══ Input records

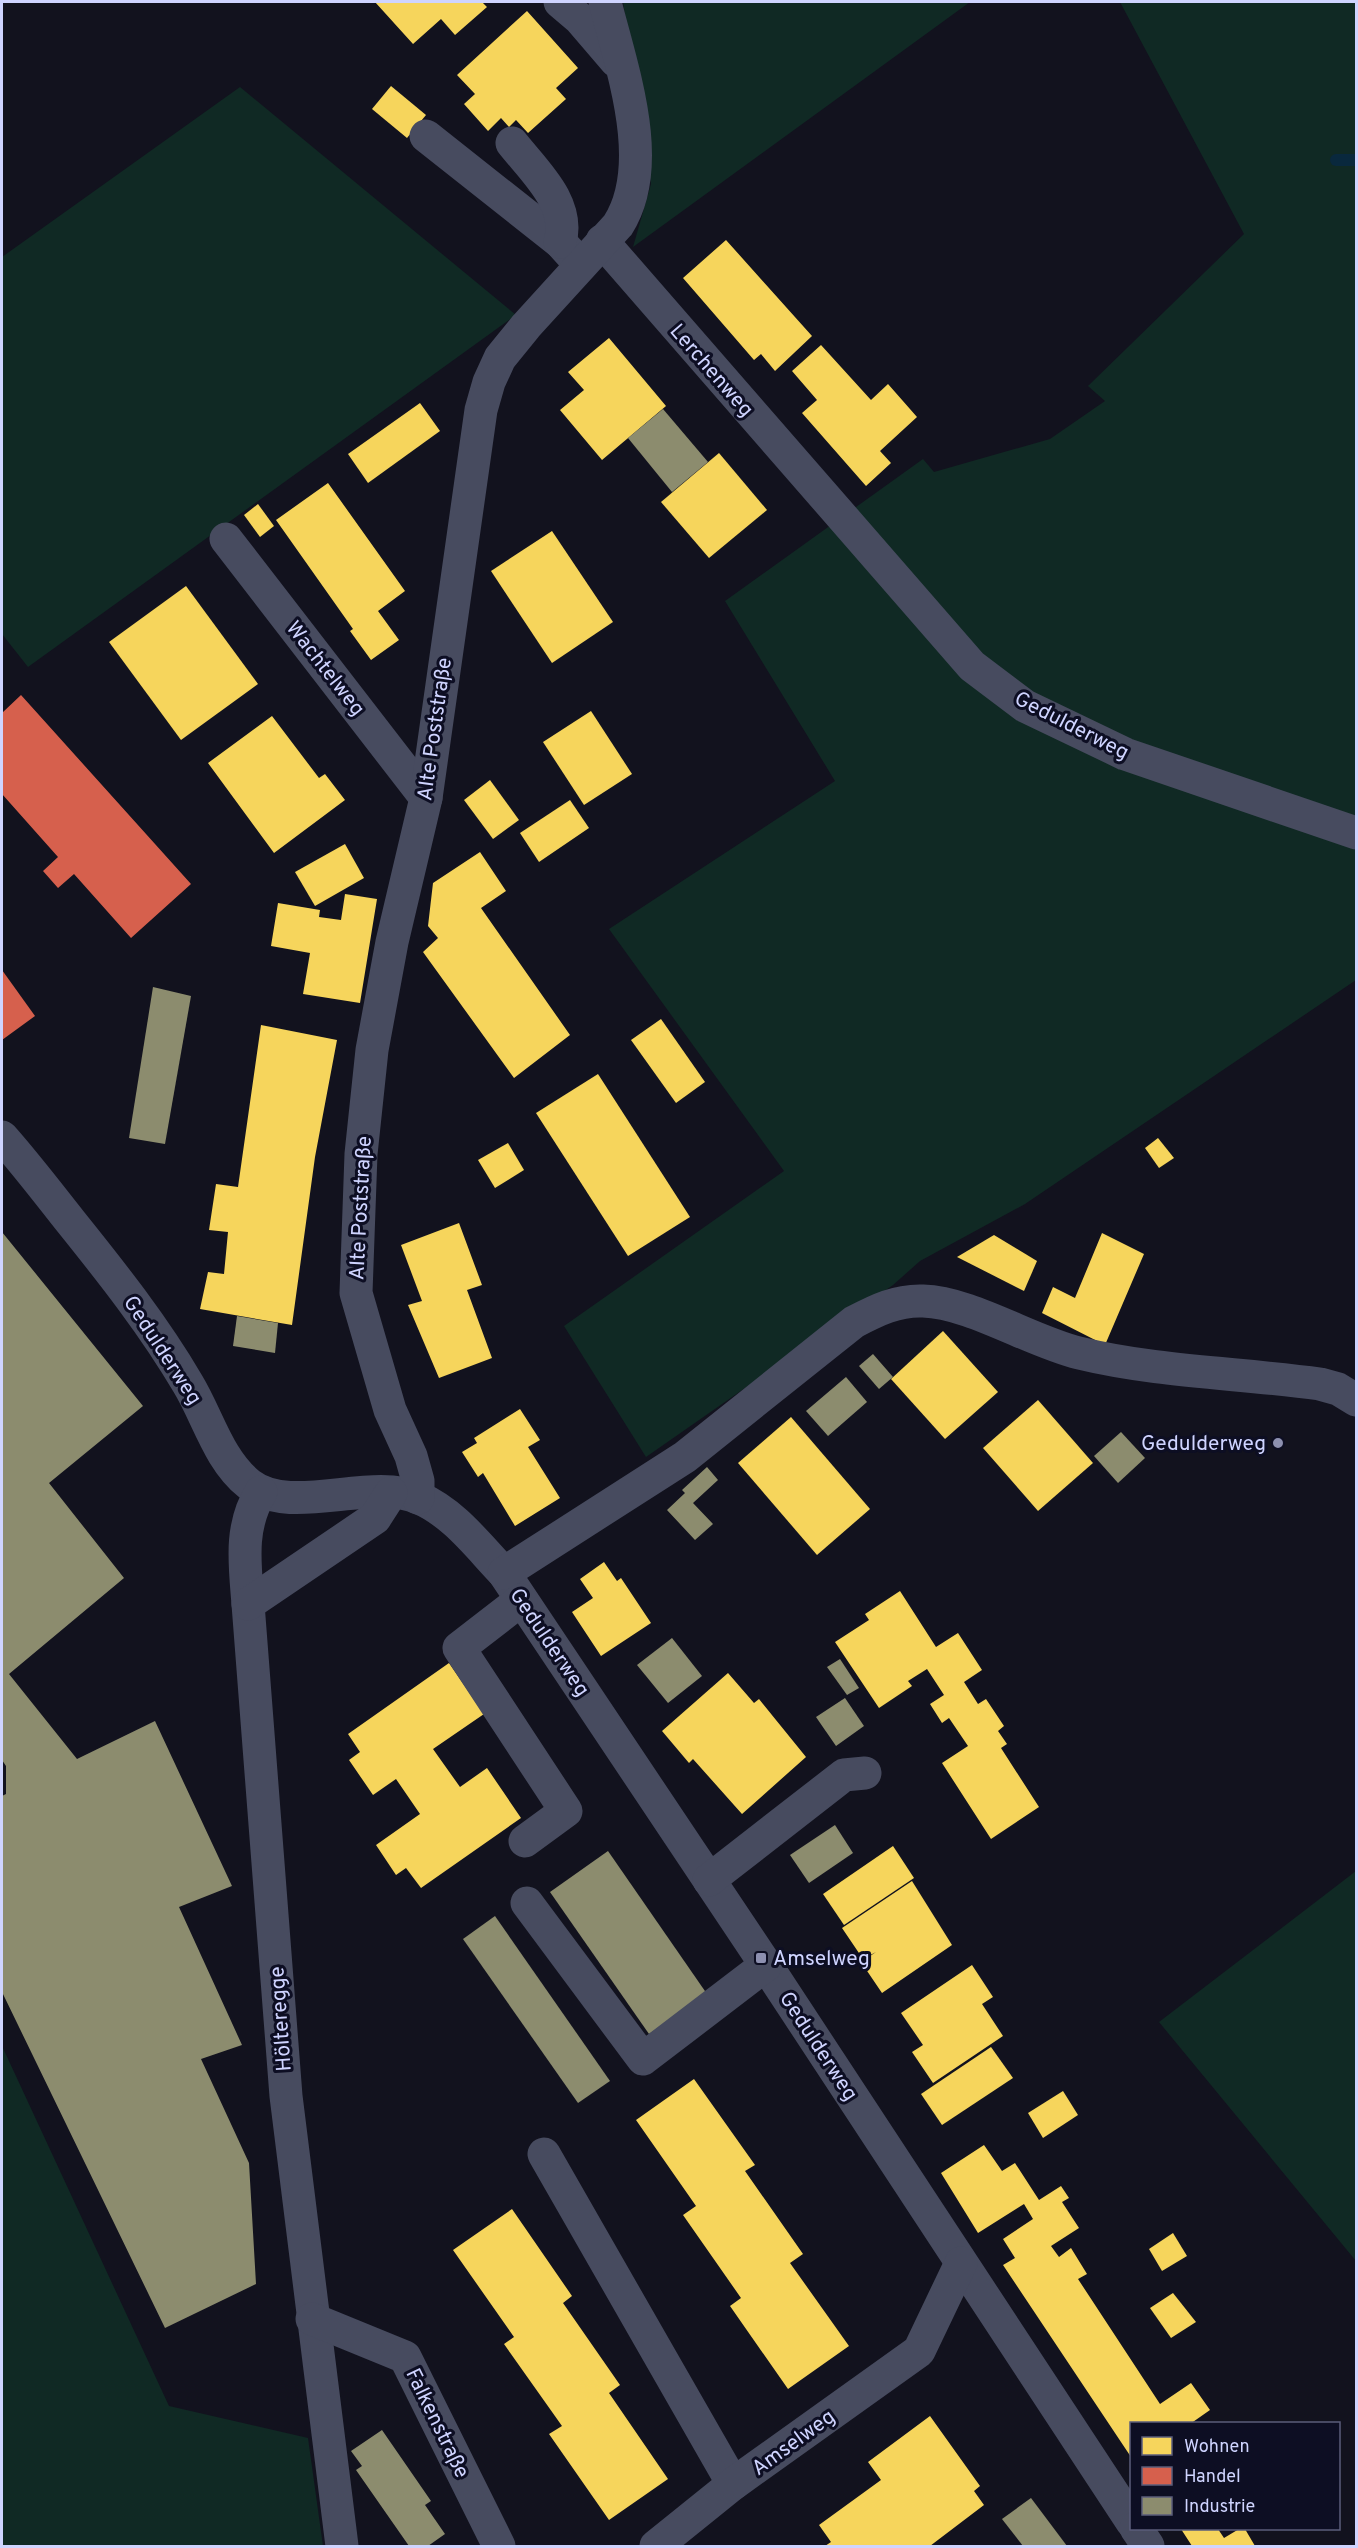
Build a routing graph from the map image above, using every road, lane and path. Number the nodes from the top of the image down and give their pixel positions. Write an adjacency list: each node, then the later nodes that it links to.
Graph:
1 (560, 2): 3 (street)
2 (605, 2): 3 (street, Alte Poststraße)
3 (620, 66): 6 (street, Alte Poststraße)
4 (426, 136): 6 (street, Lerchenweg)
5 (512, 142): 6 (street)
6 (581, 249): 7 (street, Lerchenweg); 9 (street, Alte Poststraße)
7 (823, 498): 10 (street, Gedulderweg)
8 (226, 539): 9 (street, Wachtelweg)
9 (426, 798): 14 (street, Alte Poststraße)
10 (1356, 833)
11 (2, 1137): 13 (street, Gedulderweg)
12 (1356, 1400): 15 (street, Gedulderweg)
13 (261, 1492): 14 (street, Gedulderweg); 17 (street, Hölteregge)
14 (405, 1496): 15 (street, Gedulderweg); 17 (street)
15 (504, 1573): 16 (street, Gedulderweg)
16 (521, 1600): 19 (street); 20 (street, Gedulderweg)
17 (248, 1605): 25 (street, Hölteregge)
18 (865, 1773): 20 (street)
19 (525, 1841)
20 (709, 1880): 22 (street, Gedulderweg)
21 (527, 1903): 22 (street)
22 (766, 1965): 24 (street, Gedulderweg)
23 (544, 2154): 26 (street, Amselweg)
24 (961, 2263): 26 (street, Amselweg); 27 (street, Gedulderweg)
25 (312, 2319): 29 (street, Hölteregge); 30 (street, Falkenstraße)
26 (733, 2484): 31 (street, Amselweg)
27 (1130, 2520)
28 (1137, 2530): 32 (street)
29 (342, 2547)
30 (499, 2547)
31 (656, 2547)
32 (1148, 2547)

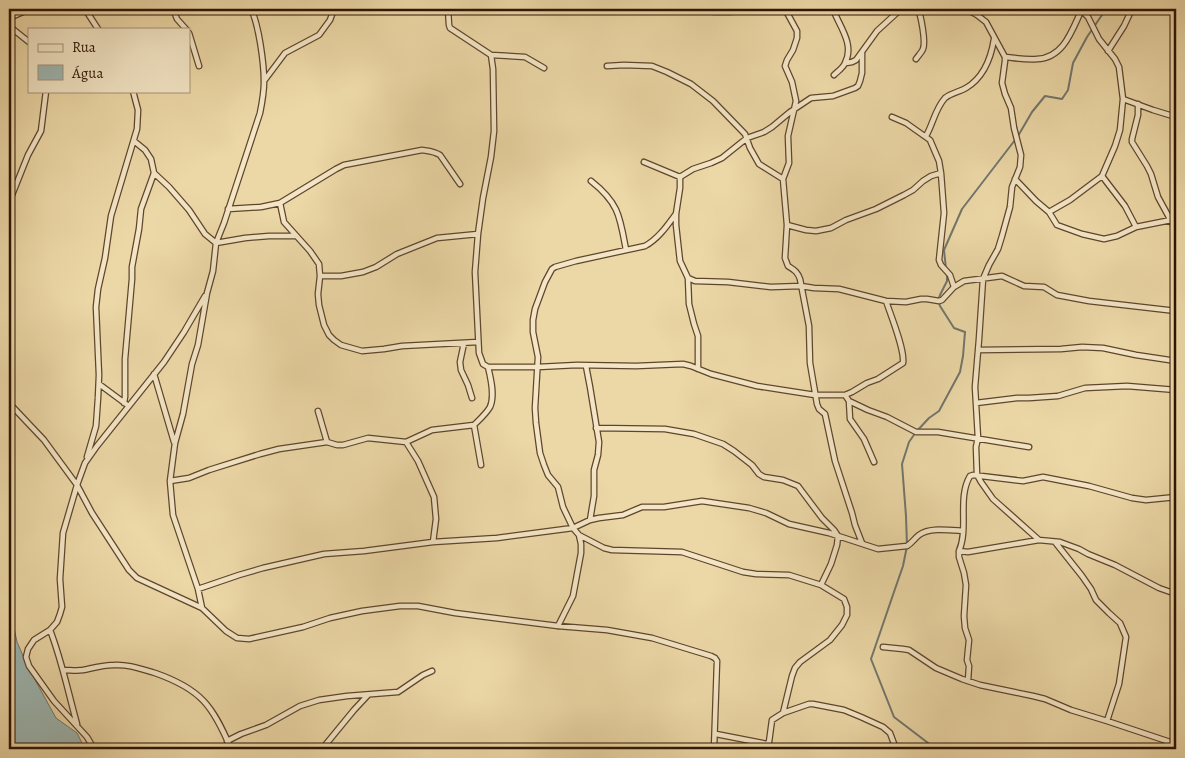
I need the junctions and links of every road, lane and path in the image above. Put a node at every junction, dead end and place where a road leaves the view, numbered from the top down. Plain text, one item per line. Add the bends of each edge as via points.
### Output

════

== Work item ==
Repeat the material verbatim but without any of its pictures.

== Output for this exercise ==
Build a routing graph from the map image above, using every road, lane and path. Number the nodes from the top of the image down and give their pixel positions. Write an adjacency list: each node, then the later nodes that it links to.
Graph:
1 (560, 2): 3 (street)
2 (605, 2): 3 (street, Alte Poststraße)
3 (620, 66): 6 (street, Alte Poststraße)
4 (426, 136): 6 (street, Lerchenweg)
5 (512, 142): 6 (street)
6 (581, 249): 7 (street, Lerchenweg); 9 (street, Alte Poststraße)
7 (823, 498): 10 (street, Gedulderweg)
8 (226, 539): 9 (street, Wachtelweg)
9 (426, 798): 14 (street, Alte Poststraße)
10 (1356, 833)
11 (2, 1137): 13 (street, Gedulderweg)
12 (1356, 1400): 15 (street, Gedulderweg)
13 (261, 1492): 14 (street, Gedulderweg); 17 (street, Hölteregge)
14 (405, 1496): 15 (street, Gedulderweg); 17 (street)
15 (504, 1573): 16 (street, Gedulderweg)
16 (521, 1600): 19 (street); 20 (street, Gedulderweg)
17 (248, 1605): 25 (street, Hölteregge)
18 (865, 1773): 20 (street)
19 (525, 1841)
20 (709, 1880): 22 (street, Gedulderweg)
21 (527, 1903): 22 (street)
22 (766, 1965): 24 (street, Gedulderweg)
23 (544, 2154): 26 (street, Amselweg)
24 (961, 2263): 26 (street, Amselweg); 27 (street, Gedulderweg)
25 (312, 2319): 29 (street, Hölteregge); 30 (street, Falkenstraße)
26 (733, 2484): 31 (street, Amselweg)
27 (1130, 2520)
28 (1137, 2530): 32 (street)
29 (342, 2547)
30 (499, 2547)
31 (656, 2547)
32 (1148, 2547)

I need the junctions and links of every road, lane and path in the image above. Put a node at every junction, dead end and place where a road leaves the view, numbered from the top down. Plain text, one item per line. Add the bends of each edge as via points.
### Output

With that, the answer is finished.